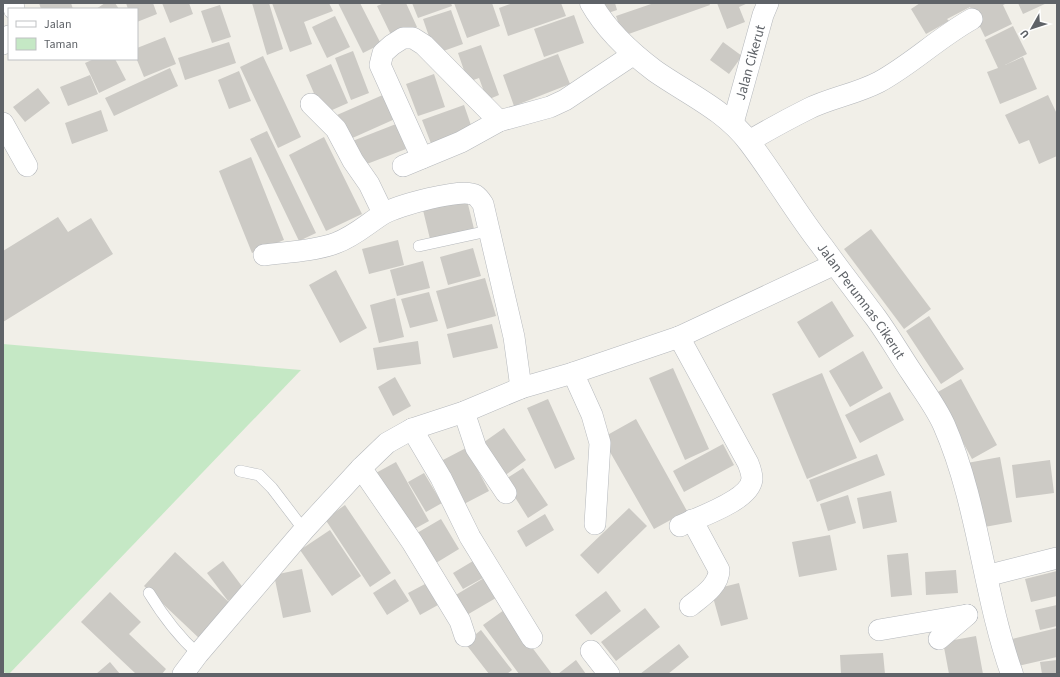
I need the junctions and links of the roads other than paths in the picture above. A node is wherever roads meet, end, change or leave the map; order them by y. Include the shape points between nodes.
1 (591, 3) edge
2 (768, 3) edge
3 (972, 19) dead end
4 (634, 54) junction
5 (311, 104) dead end
6 (499, 121) junction
7 (3, 123) edge
8 (733, 123) junction
9 (749, 141) junction
10 (422, 158) junction
11 (27, 166) dead end
12 (403, 166) dead end
13 (383, 214) junction
14 (488, 231) junction
15 (419, 246) dead end
16 (264, 256) dead end
17 (835, 264) junction
18 (679, 337) junction
19 (573, 374) junction
20 (521, 388) junction
21 (464, 412) junction
22 (412, 429) junction
23 (361, 468) junction
24 (240, 471) dead end
25 (506, 493) dead end
26 (595, 524) dead end
27 (304, 530) junction
28 (1057, 558) edge
29 (986, 576) junction
30 (149, 593) dead end
31 (690, 606) dead end
32 (993, 609) junction
33 (967, 615) junction
34 (879, 630) dead end
35 (465, 636) dead end
36 (532, 638) dead end
37 (939, 639) dead end
38 (591, 651) dead end
39 (198, 654) junction
40 (184, 674) edge
41 (609, 674) edge
42 (1012, 674) edge

1 - 4 street, Jalan Perumnas Cikerut via 609,28
2 - 8 street, Jalan Cikerut via 762,15
3 - 9 street via 948,33 905,67 877,83 808,109
4 - 6 street via 565,100
4 - 8 street, Jalan Perumnas Cikerut
5 - 13 street via 336,129 369,184
6 - 10 street via 461,142
6 - 10 street via 424,45 413,38 403,38 384,53 380,65
7 - 11 street
8 - 9 street, Jalan Perumnas Cikerut
9 - 17 street, Jalan Perumnas Cikerut
10 - 12 street
13 - 14 street via 407,203 464,192 474,194 483,204
13 - 16 street via 353,235 336,242 321,247
14 - 15 lane
14 - 20 street via 515,344
17 - 18 street
17 - 29 street, Jalan Perumnas Cikerut via 878,320 944,424 960,468
18 - 19 street
18 - 31 street via 748,463 752,478 749,486 733,501 686,523 719,570 719,577 715,583
19 - 20 street
19 - 26 street via 592,415 600,443
20 - 21 street
21 - 22 street
21 - 25 street via 476,448
22 - 23 street via 387,443
22 - 36 street via 441,478 470,537
23 - 27 street
23 - 35 street via 412,542 460,621
24 - 27 lane via 259,475
27 - 39 street
28 - 29 street
29 - 32 street, Jalan Perumnas Cikerut
30 - 39 lane via 162,616
32 - 33 street
32 - 42 street, Jalan Perumnas Cikerut
33 - 34 street
33 - 37 street
38 - 41 street
39 - 40 street

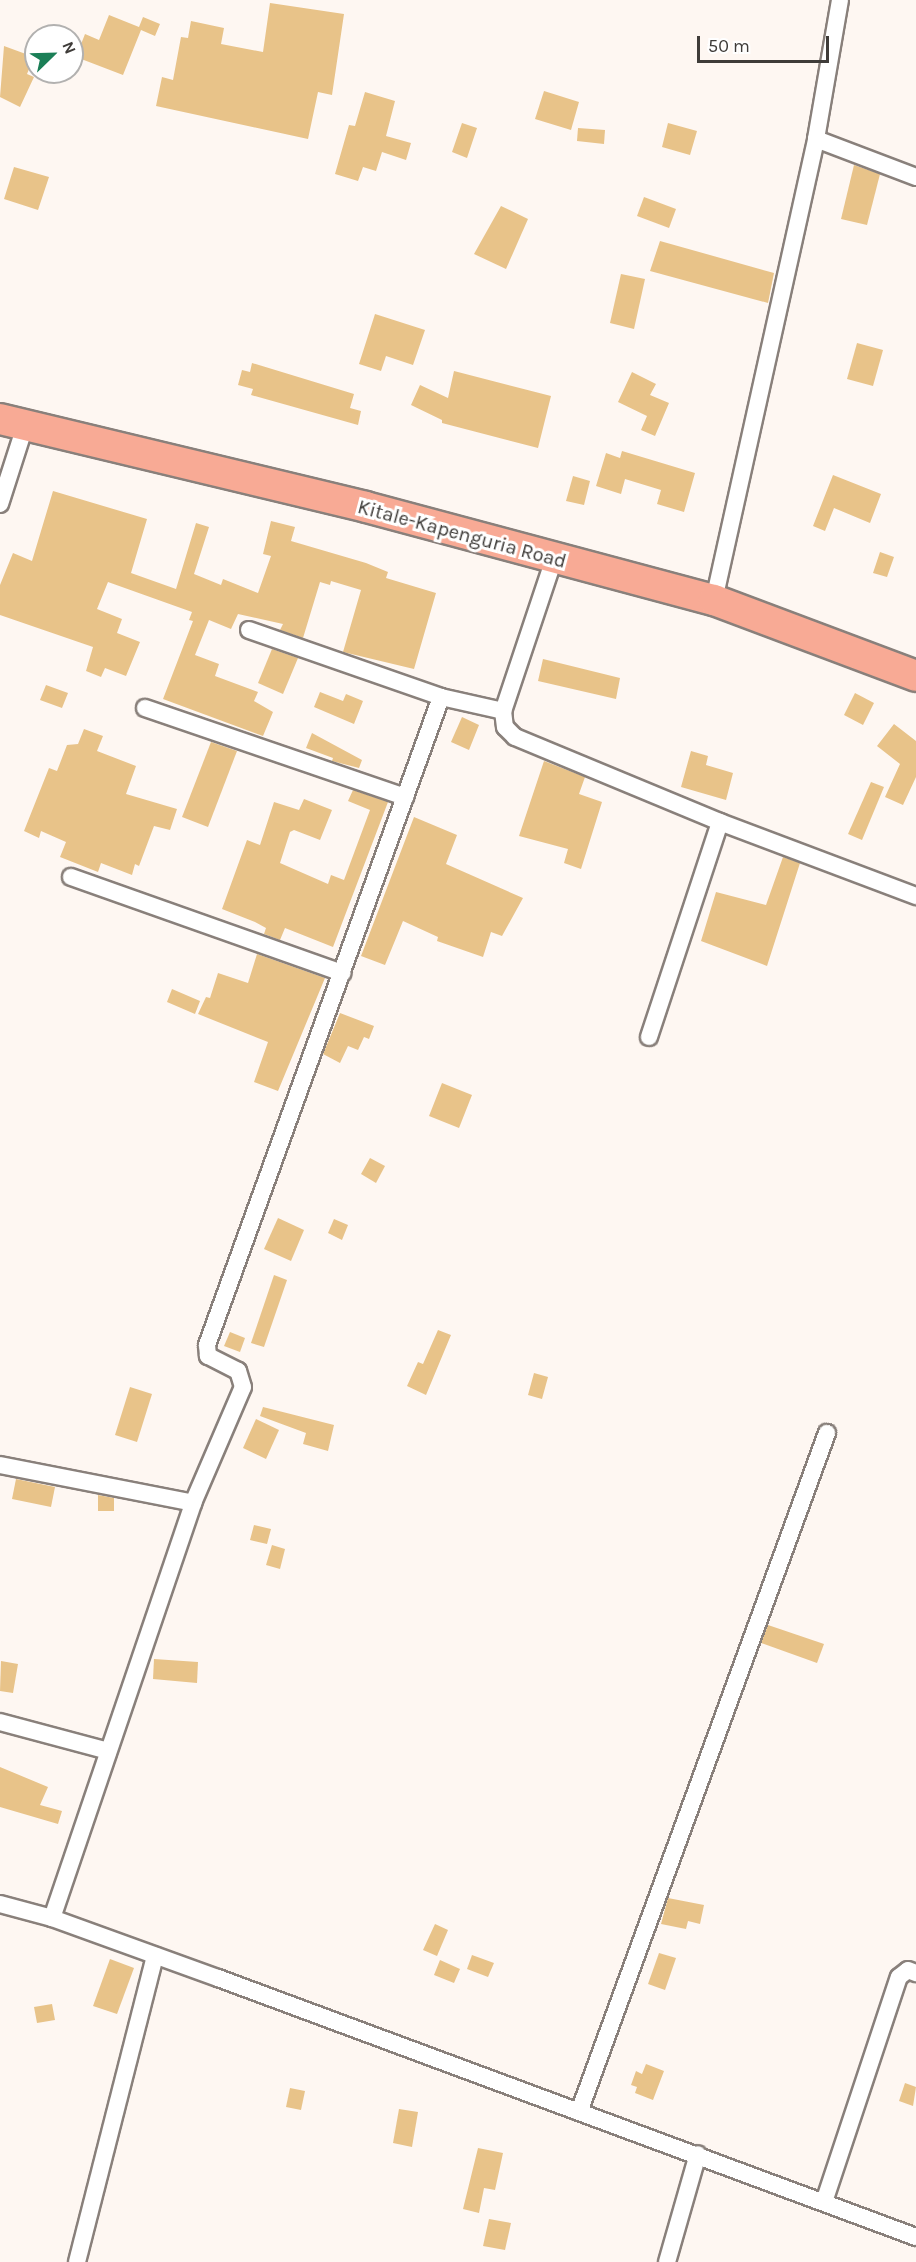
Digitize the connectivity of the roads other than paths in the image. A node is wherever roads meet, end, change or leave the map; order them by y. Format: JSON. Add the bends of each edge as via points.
{"nodes":[{"id":1,"x":840,"y":0,"type":"edge"},
{"id":2,"x":816,"y":139,"type":"junction"},
{"id":3,"x":916,"y":177,"type":"edge"},
{"id":4,"x":12,"y":423,"type":"edge"},
{"id":5,"x":0,"y":504,"type":"edge"},
{"id":6,"x":554,"y":559,"type":"junction"},
{"id":7,"x":714,"y":600,"type":"junction"},
{"id":8,"x":249,"y":630,"type":"dead end"},
{"id":9,"x":916,"y":676,"type":"edge"},
{"id":10,"x":441,"y":697,"type":"junction"},
{"id":11,"x":145,"y":708,"type":"dead end"},
{"id":12,"x":503,"y":711,"type":"junction"},
{"id":13,"x":405,"y":797,"type":"junction"},
{"id":14,"x":720,"y":822,"type":"junction"},
{"id":15,"x":70,"y":877,"type":"dead end"},
{"id":16,"x":916,"y":896,"type":"edge"},
{"id":17,"x":342,"y":973,"type":"junction"},
{"id":18,"x":649,"y":1037,"type":"dead end"},
{"id":19,"x":827,"y":1433,"type":"dead end"},
{"id":20,"x":0,"y":1465,"type":"edge"},
{"id":21,"x":193,"y":1503,"type":"junction"},
{"id":22,"x":0,"y":1722,"type":"edge"},
{"id":23,"x":108,"y":1752,"type":"junction"},
{"id":24,"x":0,"y":1904,"type":"edge"},
{"id":25,"x":52,"y":1918,"type":"junction"},
{"id":26,"x":154,"y":1956,"type":"junction"},
{"id":27,"x":916,"y":1973,"type":"edge"},
{"id":28,"x":579,"y":2112,"type":"junction"},
{"id":29,"x":698,"y":2154,"type":"junction"},
{"id":30,"x":824,"y":2202,"type":"junction"},
{"id":31,"x":916,"y":2237,"type":"edge"},
{"id":32,"x":77,"y":2262,"type":"edge"},
{"id":33,"x":667,"y":2262,"type":"edge"}],
"edges":[{"from":1,"to":2,"type":"street"},
{"from":2,"to":3,"type":"street"},
{"from":2,"to":7,"type":"street"},
{"from":4,"to":5,"type":"street"},
{"from":4,"to":6,"type":"highway","name":"Kitale-Kapenguria Road","via":[[366,507]]},
{"from":6,"to":7,"type":"highway","name":"Kitale-Kapenguria Road"},
{"from":6,"to":12,"type":"street"},
{"from":7,"to":9,"type":"highway","name":"Kitale-Kapenguria Road"},
{"from":8,"to":10,"type":"street"},
{"from":10,"to":12,"type":"street"},
{"from":10,"to":13,"type":"street"},
{"from":11,"to":13,"type":"street"},
{"from":12,"to":14,"type":"street","via":[[504,728],[515,737]]},
{"from":13,"to":17,"type":"street"},
{"from":14,"to":16,"type":"street"},
{"from":14,"to":18,"type":"street"},
{"from":15,"to":17,"type":"street"},
{"from":17,"to":21,"type":"street","via":[[207,1345],[208,1356],[238,1371],[243,1387]]},
{"from":19,"to":28,"type":"street"},
{"from":20,"to":21,"type":"street"},
{"from":21,"to":23,"type":"street"},
{"from":22,"to":23,"type":"street"},
{"from":23,"to":25,"type":"street"},
{"from":24,"to":25,"type":"street"},
{"from":25,"to":26,"type":"street"},
{"from":26,"to":28,"type":"street"},
{"from":26,"to":32,"type":"street"},
{"from":27,"to":30,"type":"street","via":[[909,1970],[899,1977]]},
{"from":28,"to":29,"type":"street"},
{"from":29,"to":30,"type":"street"},
{"from":29,"to":33,"type":"street"},
{"from":30,"to":31,"type":"street"}]}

——————————

**Required work**.
If a line in the entries above has the word "nodes", copy it.

**Response to the exercise**.
I need the junctions and links of the roads other than paths in the picture above. A node is wherever roads meet, end, change or leave the map; order them by y. Include the shape points between nodes.
{"nodes":[{"id":1,"x":840,"y":0,"type":"edge"},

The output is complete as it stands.